Тем временем Бибинур со свойственной ей распорядительностью уже отпустила половину преподавателей. Против ожидания Гаухар, ненадолго задержались и остальные.

— Извини, — обратилась директор к Гаухар, — хоть я и сама позвала тебя, а пришлось ждать. Что поделать, — вздохнула она, — не хозяйка я себе. — Голос у нее усталый, да и лицо как-то осунулось. — Как живешь, Гаухар? Все ли в порядке?

— Не могу пожаловаться… У вас у самой-то как?

— Неважные дела у меня дома, неважные, — глухо проговорила Бибинур.

— Да что случилось-то, можно узнать? — За какой-нибудь час Гаухар второй раз спрашивает об одном в том же: сперва у Миляуши, теперь вот у директора, — бывают же такие несчастливые совпадения.

— У меня Гаухар, нет секретов от тебя… В общем то пока ничего страшного. Да вот Гульназ, дочка, хворает. Уже целую неделю… — Лицо седеющей, пожилой учительницы было грустным. Казалось, от всего отрешилась она, ничего нет ни на уме, ни на сердце, кроме материнской тревоги. А вот школу не может покинуть, с минуты на минуту ей должны позвонить из районо. Правда, она попросила старушку соседку навещать Гульназ, но старый человек может и забыть, о чем просили ее, или вдруг растеряться.

— Я ведь ничего не знала, Бибинур-апа, поверьте! Если б только знала… — жалобно оправдывалась Гаухар.

— Спасибо, понимаю. Но я позвала тебя не для этого. Бибинур-апа качнула головой, — словно стараясь отделаться от гнетущих мыслей. И добавила: —Я уже не знаю, — может, это обманчиво, а может, и вправду, но сегодня ей как будто немного лучше. Врач тоже так сказал.

— Что с ней?

— Грипп в тяжелой форме. Мы зачастую легкомысленно относимся к гриппу, а это, оказывается, очень коварная болезнь… — Она опять болезненно вздохнула, будто ей сдавило грудь. — Ну ладно, будем надеяться. И хотела, Гаухар, спросить тебя — от Галимджана получаешь письма?

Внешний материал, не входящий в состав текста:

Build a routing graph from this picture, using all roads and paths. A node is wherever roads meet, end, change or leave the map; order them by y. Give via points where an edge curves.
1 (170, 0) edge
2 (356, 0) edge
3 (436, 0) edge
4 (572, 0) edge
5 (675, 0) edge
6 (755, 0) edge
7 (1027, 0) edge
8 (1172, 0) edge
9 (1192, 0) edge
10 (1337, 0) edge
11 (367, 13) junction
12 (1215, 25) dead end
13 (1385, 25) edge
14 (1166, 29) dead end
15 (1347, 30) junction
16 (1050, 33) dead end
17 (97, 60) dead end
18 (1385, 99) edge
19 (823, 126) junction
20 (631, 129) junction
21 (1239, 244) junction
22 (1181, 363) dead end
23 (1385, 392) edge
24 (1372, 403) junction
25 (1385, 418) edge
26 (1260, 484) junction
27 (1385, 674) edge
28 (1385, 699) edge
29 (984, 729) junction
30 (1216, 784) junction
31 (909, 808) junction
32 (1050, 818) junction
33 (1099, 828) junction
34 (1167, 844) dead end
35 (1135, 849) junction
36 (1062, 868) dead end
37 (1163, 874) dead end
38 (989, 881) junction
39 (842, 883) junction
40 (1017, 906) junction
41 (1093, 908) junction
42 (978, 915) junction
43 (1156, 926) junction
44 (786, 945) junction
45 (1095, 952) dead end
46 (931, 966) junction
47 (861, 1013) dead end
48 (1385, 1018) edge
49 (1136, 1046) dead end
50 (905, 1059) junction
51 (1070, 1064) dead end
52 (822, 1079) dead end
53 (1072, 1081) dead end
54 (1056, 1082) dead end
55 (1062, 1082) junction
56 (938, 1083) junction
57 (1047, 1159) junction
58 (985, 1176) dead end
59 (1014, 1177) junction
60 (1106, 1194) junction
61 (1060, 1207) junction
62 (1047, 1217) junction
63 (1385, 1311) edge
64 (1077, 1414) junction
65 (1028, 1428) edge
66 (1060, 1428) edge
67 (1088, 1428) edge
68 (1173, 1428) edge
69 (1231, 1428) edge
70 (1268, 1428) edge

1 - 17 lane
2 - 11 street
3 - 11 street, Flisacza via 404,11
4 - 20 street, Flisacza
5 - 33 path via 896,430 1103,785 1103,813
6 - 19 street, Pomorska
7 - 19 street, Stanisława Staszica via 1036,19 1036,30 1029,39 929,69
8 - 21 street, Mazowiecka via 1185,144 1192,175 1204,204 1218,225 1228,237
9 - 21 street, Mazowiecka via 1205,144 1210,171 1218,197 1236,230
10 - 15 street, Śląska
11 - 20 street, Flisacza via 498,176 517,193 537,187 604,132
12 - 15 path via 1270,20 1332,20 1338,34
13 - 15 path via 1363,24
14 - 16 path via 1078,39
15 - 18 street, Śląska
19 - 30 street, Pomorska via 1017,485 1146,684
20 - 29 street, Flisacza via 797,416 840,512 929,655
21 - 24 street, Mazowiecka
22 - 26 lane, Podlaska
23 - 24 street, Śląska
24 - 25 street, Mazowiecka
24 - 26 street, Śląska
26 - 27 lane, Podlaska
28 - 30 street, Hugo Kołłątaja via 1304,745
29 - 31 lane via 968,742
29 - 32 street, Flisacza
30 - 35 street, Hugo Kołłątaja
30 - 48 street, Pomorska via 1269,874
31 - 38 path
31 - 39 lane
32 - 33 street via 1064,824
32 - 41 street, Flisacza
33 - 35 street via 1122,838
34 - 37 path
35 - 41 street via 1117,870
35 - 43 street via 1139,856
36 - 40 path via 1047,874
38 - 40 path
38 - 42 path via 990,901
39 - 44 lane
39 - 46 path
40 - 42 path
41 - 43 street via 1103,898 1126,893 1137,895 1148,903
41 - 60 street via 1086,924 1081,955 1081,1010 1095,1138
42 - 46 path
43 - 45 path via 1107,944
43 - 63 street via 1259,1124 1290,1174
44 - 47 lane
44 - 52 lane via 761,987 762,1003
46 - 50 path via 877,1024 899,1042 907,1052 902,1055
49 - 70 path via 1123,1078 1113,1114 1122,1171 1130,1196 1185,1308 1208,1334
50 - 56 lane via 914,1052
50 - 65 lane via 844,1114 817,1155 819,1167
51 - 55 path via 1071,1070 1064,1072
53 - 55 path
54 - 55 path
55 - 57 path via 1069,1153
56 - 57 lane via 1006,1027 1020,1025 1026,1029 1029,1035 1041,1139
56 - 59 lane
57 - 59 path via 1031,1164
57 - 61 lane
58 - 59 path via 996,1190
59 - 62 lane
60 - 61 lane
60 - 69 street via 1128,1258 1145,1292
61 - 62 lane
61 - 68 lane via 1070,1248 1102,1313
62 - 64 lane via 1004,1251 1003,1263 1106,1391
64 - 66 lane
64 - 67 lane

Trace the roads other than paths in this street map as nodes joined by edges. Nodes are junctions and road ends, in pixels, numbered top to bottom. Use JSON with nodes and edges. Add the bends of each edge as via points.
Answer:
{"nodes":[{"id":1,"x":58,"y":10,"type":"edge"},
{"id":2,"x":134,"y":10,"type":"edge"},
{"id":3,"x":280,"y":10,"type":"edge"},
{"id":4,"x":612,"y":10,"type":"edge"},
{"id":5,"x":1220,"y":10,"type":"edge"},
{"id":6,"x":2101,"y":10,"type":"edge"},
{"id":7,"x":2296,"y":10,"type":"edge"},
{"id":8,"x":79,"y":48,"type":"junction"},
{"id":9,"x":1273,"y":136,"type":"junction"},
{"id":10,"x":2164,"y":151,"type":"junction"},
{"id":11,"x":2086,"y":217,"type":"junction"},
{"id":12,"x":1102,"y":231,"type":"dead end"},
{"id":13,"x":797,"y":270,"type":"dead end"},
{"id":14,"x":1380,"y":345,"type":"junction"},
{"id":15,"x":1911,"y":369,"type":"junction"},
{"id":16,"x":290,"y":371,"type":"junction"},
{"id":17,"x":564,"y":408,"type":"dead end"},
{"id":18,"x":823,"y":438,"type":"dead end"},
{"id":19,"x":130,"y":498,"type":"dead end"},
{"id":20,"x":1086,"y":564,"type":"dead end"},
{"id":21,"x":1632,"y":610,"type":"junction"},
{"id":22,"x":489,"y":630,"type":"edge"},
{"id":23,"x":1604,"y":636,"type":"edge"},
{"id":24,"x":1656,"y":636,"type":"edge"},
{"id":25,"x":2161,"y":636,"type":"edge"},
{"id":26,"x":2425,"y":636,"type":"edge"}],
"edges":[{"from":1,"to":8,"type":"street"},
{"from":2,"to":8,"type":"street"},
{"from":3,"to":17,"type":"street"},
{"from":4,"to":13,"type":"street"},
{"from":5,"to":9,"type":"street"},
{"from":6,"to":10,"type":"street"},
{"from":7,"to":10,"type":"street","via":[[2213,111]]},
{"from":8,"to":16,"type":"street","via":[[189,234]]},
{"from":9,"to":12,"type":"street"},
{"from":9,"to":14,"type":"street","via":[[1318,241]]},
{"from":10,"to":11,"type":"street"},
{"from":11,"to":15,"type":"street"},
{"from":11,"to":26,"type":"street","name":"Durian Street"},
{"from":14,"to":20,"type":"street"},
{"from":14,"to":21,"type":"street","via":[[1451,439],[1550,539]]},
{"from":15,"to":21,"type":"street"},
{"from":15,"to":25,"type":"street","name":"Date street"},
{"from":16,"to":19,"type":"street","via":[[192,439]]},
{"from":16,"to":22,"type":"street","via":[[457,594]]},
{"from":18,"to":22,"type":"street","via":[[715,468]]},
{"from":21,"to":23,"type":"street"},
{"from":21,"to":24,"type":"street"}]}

— В последнее время не получаю, — смущенно призналась Гаухар. — Я сама виновата, давненько не писала ему. Посылать просто приветы — пустое дело, а беспокоить пожилых людей своими переживаниями как-то совестно. Я и без того так им обязана… Как они там, живы-здоровы?

— Все благополучно. В каждом письме справляются о тебе.

— Спасибо. Обязательно напишу им, непременно!

— Они рады будут, — Бибинур достала из портфеля довольно пухлый конверт. — Когда придешь домой, внимательно прочти вот это письмо.

— Там что-нибудь меня касается? — Острая тревога охватила Гаухар.

— Есть и о тебе… Хотела просто пересказать, да, признаться, что-то сил нет.

14

Словно в предчувствии беды, Гаухар не могла прочитать это письмо здесь же, в школе. Если бы в нем не было ничего плохого, Бибинур перед тем, как вручить конверт, не сделала бы пространного вступления. Гаухар хотелось как можно скорее остаться наедине с собой, — люди, как бы ни были близки, все же стесняют друг друга, когда предстоит обдумать или сделать нечто глубоко личное.

Дома Гаухар, как бы готовясь к какому-то испытанию, прежде всего переоделась, причесалась. Тетушки Забиры не было дома, но на столе хлеб, ложка, тарелка, — значит, горячая еда в печке. Гаухар как-то без дум собрала обед, на самом-то деле пища не шла на ум. Мысль о письме царапала сердце. Все же Гаухар сдержала себя до той минуты, пока не убрала со стола, лишь после этого достала из портфеля конверт.